What you should do:
Please set down, unchanged, the line containing "ring dip: (1272, 905)" and all the lines that follow it until the data below ends.

Dataset records:
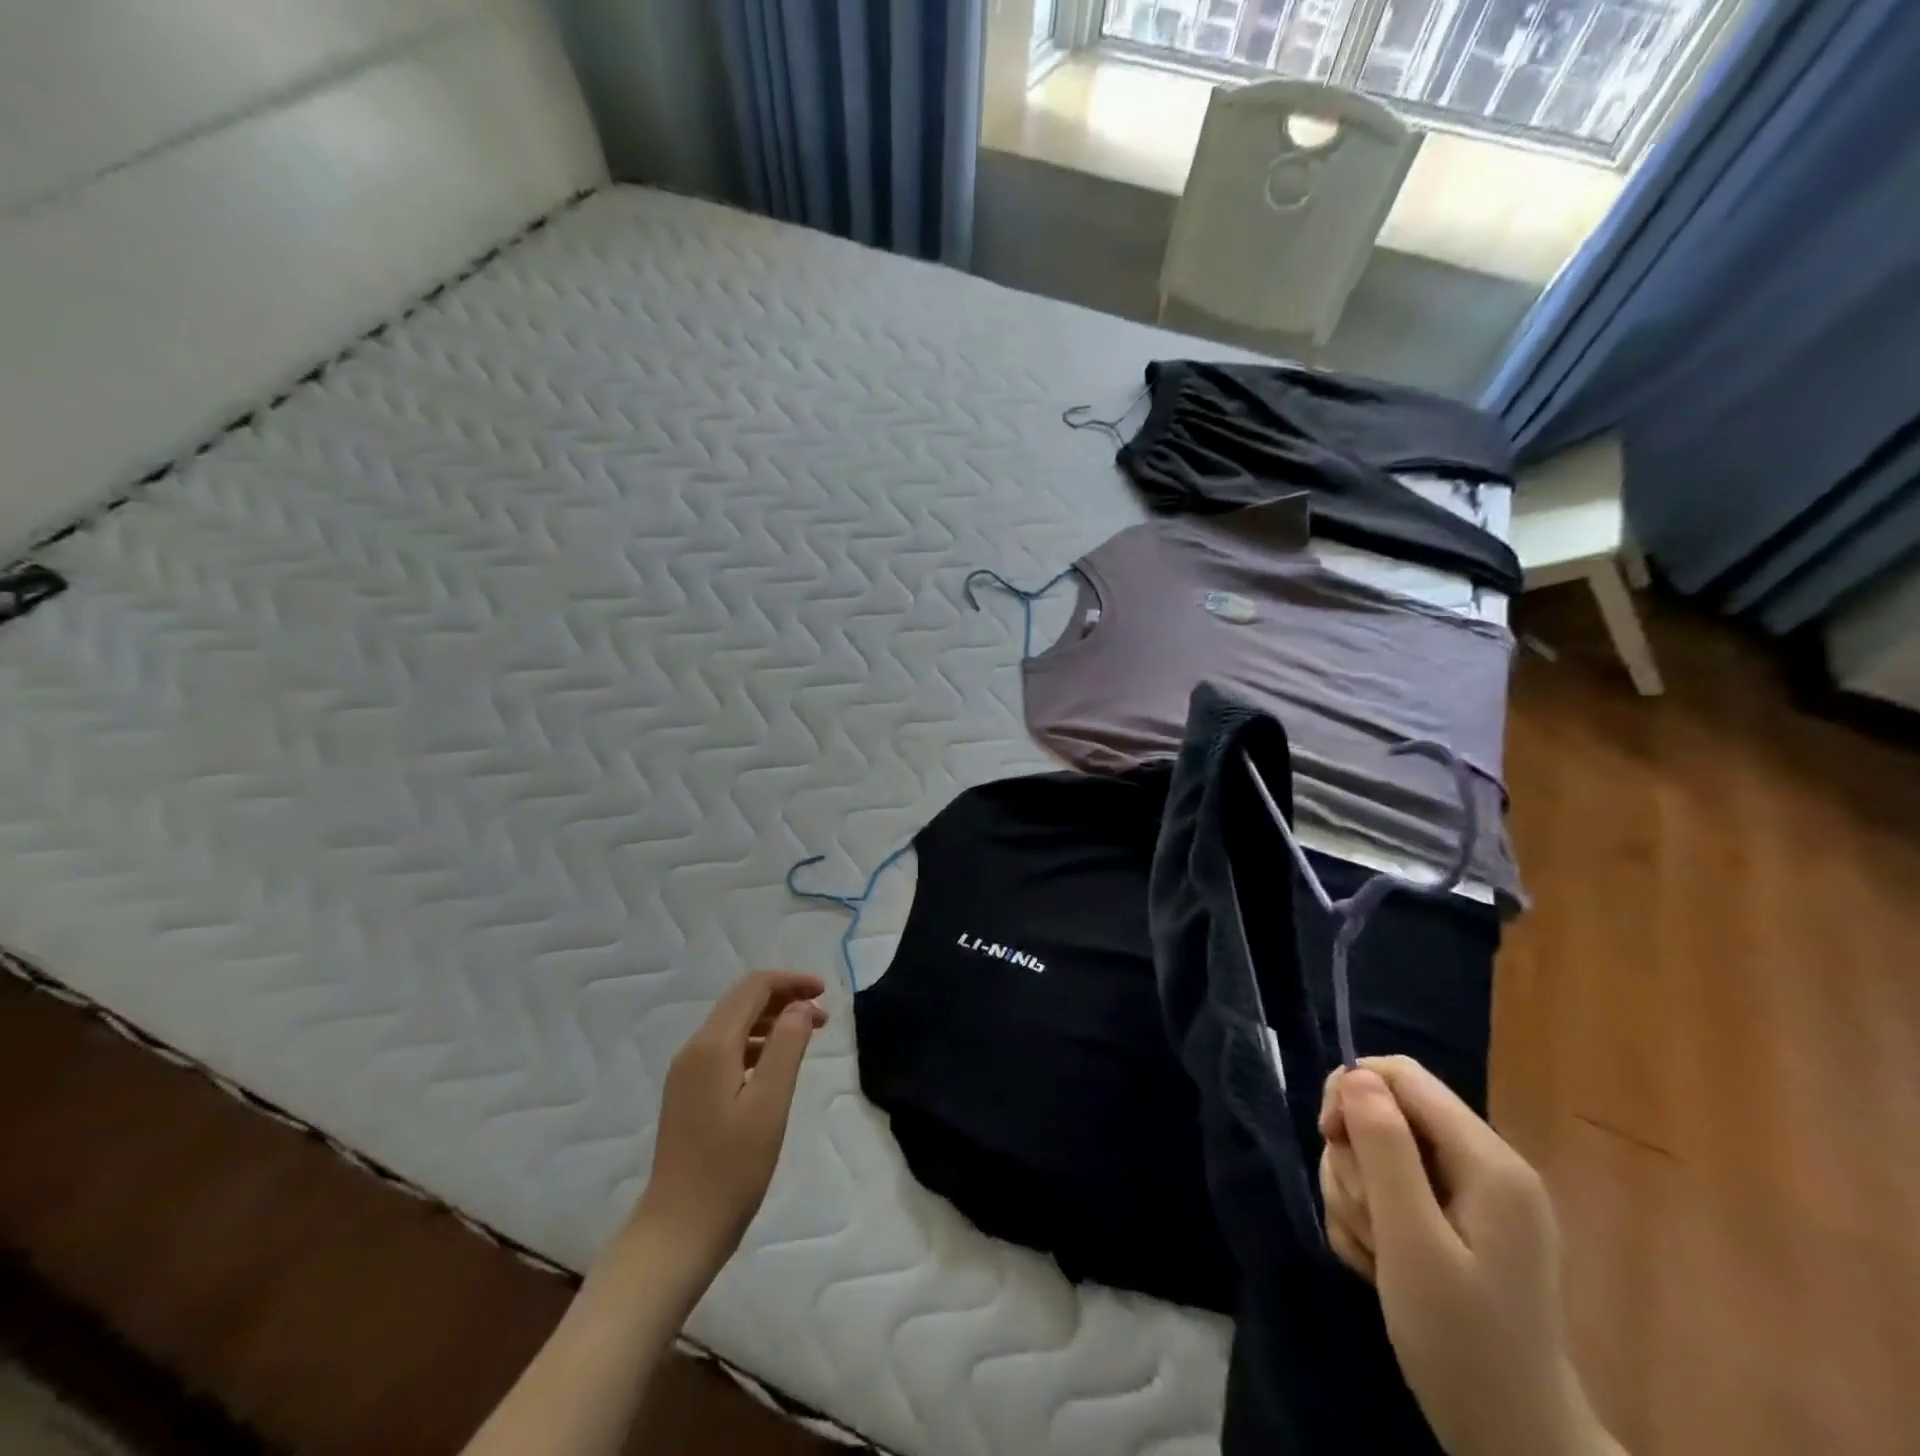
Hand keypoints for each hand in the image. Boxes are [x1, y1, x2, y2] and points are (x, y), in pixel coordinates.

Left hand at [630, 970, 827, 1282]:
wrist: (678, 1232)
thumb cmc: (730, 1169)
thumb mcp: (769, 1104)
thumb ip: (787, 1047)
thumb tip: (800, 1006)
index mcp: (712, 1046)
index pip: (753, 988)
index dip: (791, 982)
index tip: (825, 993)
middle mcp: (694, 1049)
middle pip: (741, 1001)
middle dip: (783, 998)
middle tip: (822, 1016)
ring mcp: (687, 1073)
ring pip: (733, 1025)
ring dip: (772, 1020)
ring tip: (807, 1036)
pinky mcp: (688, 1094)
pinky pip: (726, 1049)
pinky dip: (756, 1043)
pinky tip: (776, 1065)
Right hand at [1319, 1057, 1622, 1455]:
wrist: (1512, 1444)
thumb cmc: (1463, 1343)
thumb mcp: (1412, 1242)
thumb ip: (1384, 1149)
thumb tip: (1354, 1074)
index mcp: (1488, 1161)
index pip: (1402, 1075)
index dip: (1352, 1092)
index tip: (1329, 1140)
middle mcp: (1482, 1166)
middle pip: (1383, 1114)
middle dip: (1355, 1161)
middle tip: (1365, 1219)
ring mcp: (1468, 1197)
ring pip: (1376, 1153)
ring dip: (1356, 1197)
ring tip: (1374, 1254)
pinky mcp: (1451, 1223)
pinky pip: (1386, 1190)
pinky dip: (1368, 1221)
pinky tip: (1377, 1264)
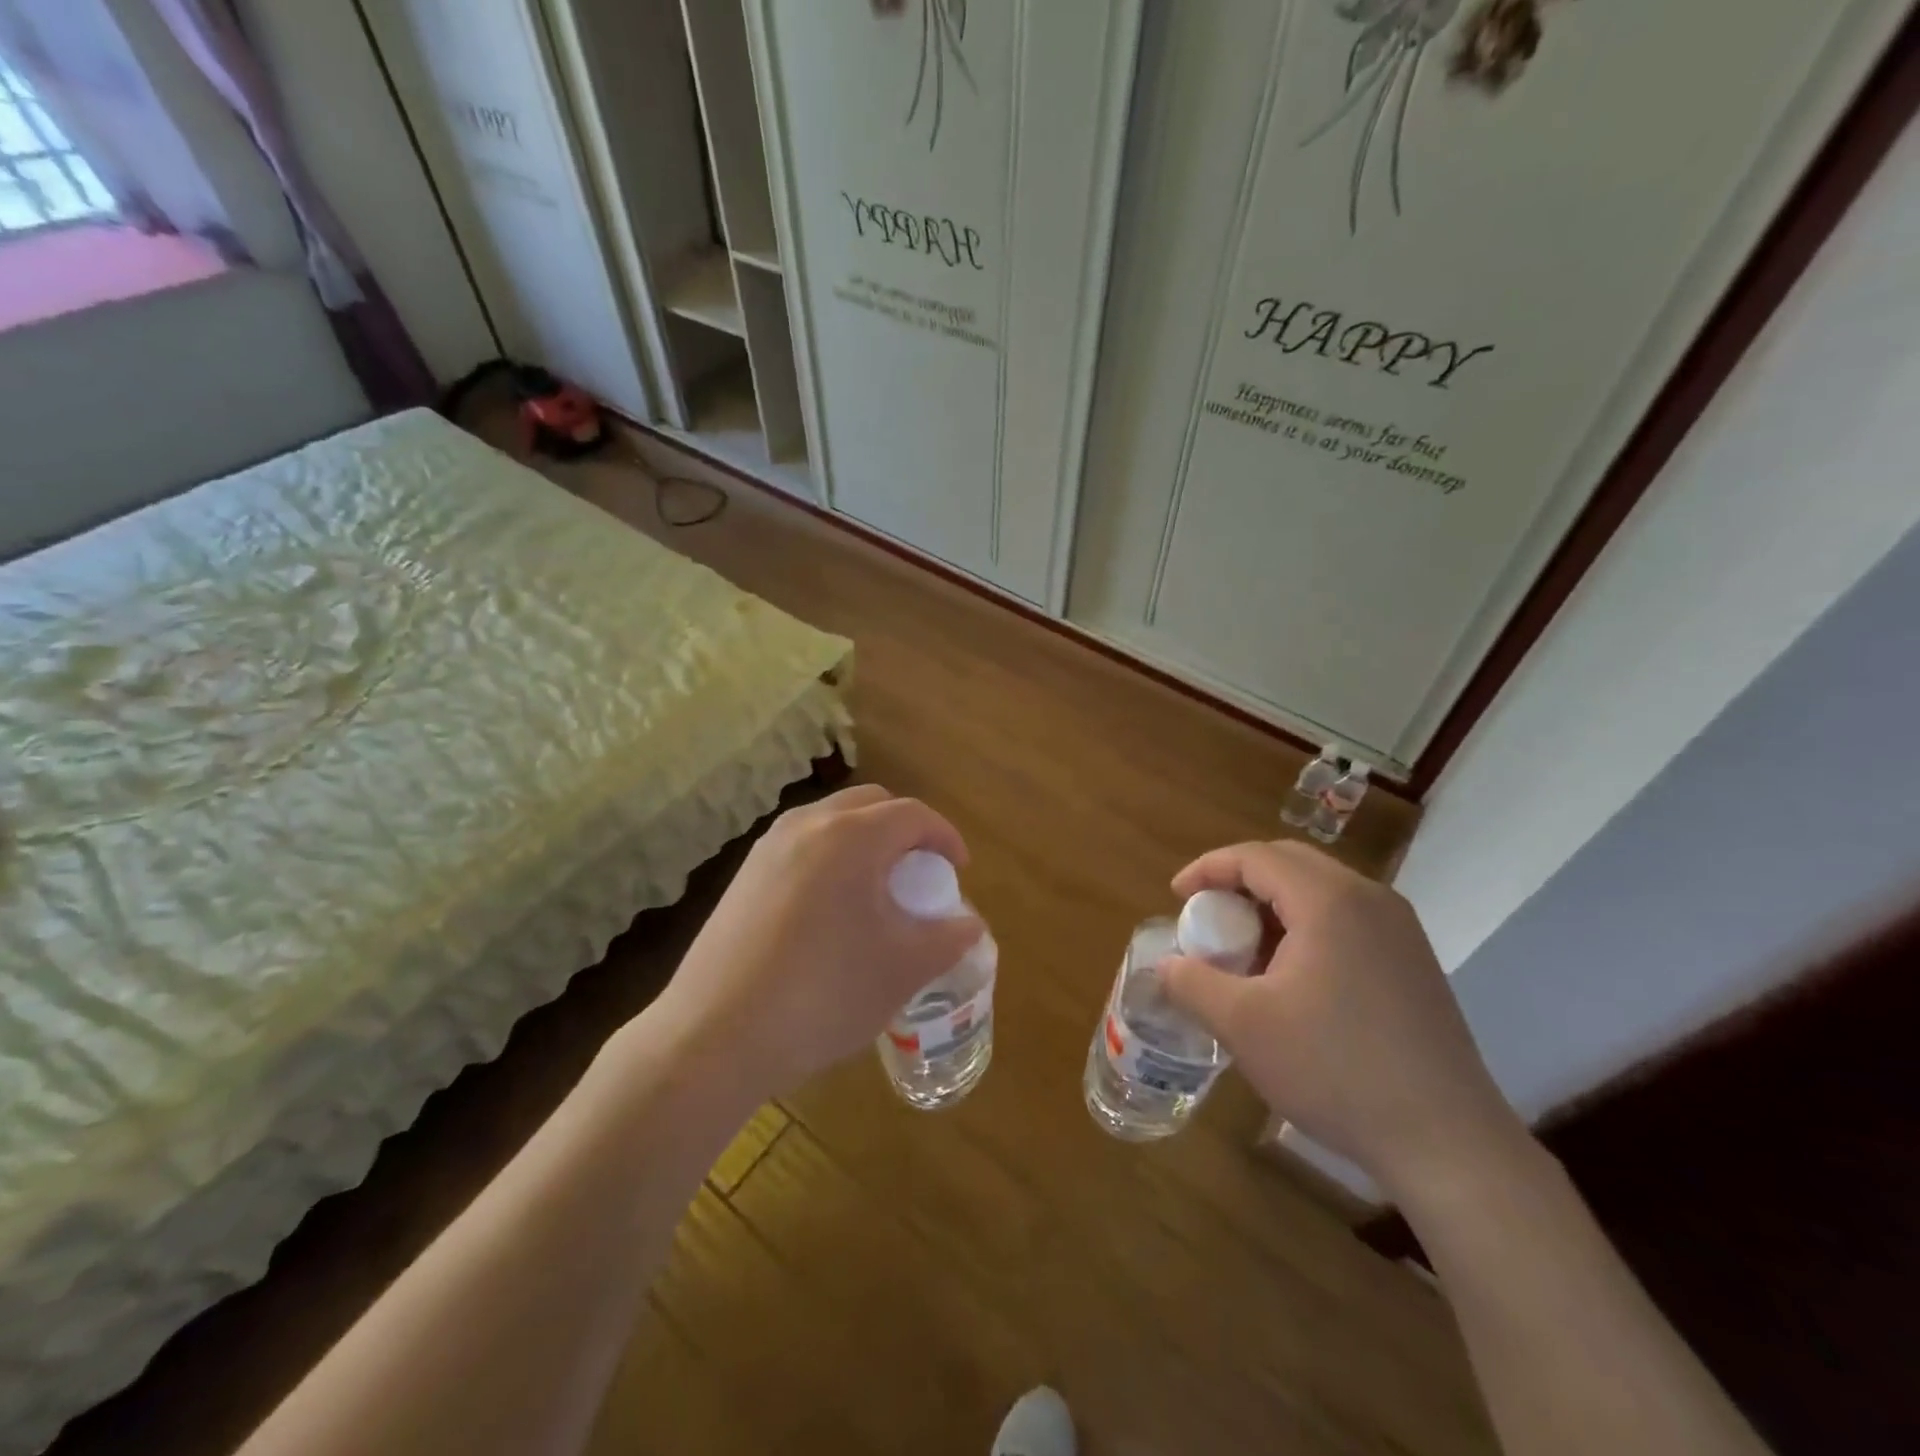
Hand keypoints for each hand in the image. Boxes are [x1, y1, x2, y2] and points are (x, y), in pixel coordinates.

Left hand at [646, 784, 984, 1099]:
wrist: (715, 1035)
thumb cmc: (823, 994)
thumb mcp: (903, 970)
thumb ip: (948, 938)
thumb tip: (968, 924)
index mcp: (852, 837)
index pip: (913, 814)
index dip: (945, 838)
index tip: (958, 871)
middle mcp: (807, 825)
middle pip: (871, 804)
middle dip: (904, 830)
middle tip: (920, 874)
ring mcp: (768, 847)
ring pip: (832, 821)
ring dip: (865, 841)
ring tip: (877, 890)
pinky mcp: (743, 875)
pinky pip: (802, 845)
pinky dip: (831, 858)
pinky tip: (831, 911)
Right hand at [1160, 840, 1526, 1199]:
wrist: (1447, 1142)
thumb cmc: (1335, 1070)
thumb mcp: (1242, 1026)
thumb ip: (1192, 983)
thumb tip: (1166, 965)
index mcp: (1329, 901)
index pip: (1256, 857)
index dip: (1208, 869)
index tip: (1176, 896)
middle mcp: (1370, 900)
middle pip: (1289, 863)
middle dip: (1239, 881)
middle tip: (1207, 917)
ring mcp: (1400, 930)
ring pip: (1320, 891)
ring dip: (1272, 905)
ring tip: (1244, 950)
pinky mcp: (1414, 962)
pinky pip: (1346, 919)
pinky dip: (1305, 927)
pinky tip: (1291, 976)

Solution to the exercise:
ring dip: (1272, 905)
ring tip: (1244, 950)
pinky mcp: (1414, 962)
pinky pip: (1346, 919)
pinky dip: (1305, 927)
pinky tip: (1291, 976)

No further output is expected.